===== Information given =====
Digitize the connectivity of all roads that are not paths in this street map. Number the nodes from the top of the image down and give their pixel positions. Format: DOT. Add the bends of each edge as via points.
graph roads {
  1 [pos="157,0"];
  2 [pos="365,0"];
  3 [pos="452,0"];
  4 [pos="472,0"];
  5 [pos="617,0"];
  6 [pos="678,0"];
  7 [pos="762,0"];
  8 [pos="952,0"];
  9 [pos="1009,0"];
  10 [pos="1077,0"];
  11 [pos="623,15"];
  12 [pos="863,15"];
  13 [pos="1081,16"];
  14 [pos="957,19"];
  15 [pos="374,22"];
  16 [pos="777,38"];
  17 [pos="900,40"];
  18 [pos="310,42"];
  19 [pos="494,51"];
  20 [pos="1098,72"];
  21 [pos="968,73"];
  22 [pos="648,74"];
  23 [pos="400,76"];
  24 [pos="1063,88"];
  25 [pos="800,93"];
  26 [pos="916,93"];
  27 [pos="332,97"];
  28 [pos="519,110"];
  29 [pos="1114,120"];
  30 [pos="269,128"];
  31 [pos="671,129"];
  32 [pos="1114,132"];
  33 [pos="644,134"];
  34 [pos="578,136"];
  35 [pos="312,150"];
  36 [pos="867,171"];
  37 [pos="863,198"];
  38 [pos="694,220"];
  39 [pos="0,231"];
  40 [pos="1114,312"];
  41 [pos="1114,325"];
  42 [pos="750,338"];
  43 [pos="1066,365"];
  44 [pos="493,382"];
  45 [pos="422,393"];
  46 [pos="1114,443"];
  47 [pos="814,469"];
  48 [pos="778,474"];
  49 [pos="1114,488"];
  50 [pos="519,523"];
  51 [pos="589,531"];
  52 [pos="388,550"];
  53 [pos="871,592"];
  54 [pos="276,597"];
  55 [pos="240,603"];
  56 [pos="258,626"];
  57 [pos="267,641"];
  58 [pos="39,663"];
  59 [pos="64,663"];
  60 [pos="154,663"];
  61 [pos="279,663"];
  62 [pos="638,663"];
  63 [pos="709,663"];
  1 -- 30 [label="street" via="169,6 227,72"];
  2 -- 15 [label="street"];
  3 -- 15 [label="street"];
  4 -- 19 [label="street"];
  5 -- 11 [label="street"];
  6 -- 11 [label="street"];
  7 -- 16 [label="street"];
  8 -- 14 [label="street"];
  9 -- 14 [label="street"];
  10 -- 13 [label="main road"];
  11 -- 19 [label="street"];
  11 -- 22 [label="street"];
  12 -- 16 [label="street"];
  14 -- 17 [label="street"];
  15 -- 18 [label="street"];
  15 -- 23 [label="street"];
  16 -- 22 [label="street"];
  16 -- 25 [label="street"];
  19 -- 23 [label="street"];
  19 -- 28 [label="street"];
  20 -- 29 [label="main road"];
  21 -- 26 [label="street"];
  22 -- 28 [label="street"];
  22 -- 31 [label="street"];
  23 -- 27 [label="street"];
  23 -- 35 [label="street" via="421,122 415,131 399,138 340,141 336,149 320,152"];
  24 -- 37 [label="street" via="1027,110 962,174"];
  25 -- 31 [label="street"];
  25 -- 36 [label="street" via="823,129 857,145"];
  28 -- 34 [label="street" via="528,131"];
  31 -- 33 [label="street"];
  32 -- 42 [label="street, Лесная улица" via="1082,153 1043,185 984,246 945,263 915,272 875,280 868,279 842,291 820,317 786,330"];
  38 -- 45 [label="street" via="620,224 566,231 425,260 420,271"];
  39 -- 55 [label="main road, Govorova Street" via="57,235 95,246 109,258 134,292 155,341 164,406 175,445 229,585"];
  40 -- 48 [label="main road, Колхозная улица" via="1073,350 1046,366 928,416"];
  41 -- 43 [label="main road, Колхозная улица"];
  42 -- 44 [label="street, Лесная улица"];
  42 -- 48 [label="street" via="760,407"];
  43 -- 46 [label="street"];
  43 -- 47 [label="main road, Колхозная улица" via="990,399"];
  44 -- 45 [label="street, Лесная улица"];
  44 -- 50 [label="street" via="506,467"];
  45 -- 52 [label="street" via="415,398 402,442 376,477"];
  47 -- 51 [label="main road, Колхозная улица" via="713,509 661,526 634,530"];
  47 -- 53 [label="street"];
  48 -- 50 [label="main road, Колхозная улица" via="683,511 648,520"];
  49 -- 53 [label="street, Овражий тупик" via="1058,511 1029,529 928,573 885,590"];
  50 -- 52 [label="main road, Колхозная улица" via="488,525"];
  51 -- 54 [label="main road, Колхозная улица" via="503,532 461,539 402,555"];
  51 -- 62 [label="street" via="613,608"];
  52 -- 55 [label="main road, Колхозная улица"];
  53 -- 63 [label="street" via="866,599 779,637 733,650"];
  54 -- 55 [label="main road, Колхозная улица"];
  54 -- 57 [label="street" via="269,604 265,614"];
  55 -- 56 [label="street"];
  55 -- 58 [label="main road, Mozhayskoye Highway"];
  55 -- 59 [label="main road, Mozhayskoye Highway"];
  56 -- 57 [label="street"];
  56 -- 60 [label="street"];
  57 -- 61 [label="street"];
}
=====
Required action: Copy out each line carrying the string "roads" from the data.

Reply to the task:
Digitize the connectivity of all roads that are not paths in this street map. Number the nodes from the top of the image down and give their pixel positions. Format: DOT. Add the bends of each edge as via points.
graph roads {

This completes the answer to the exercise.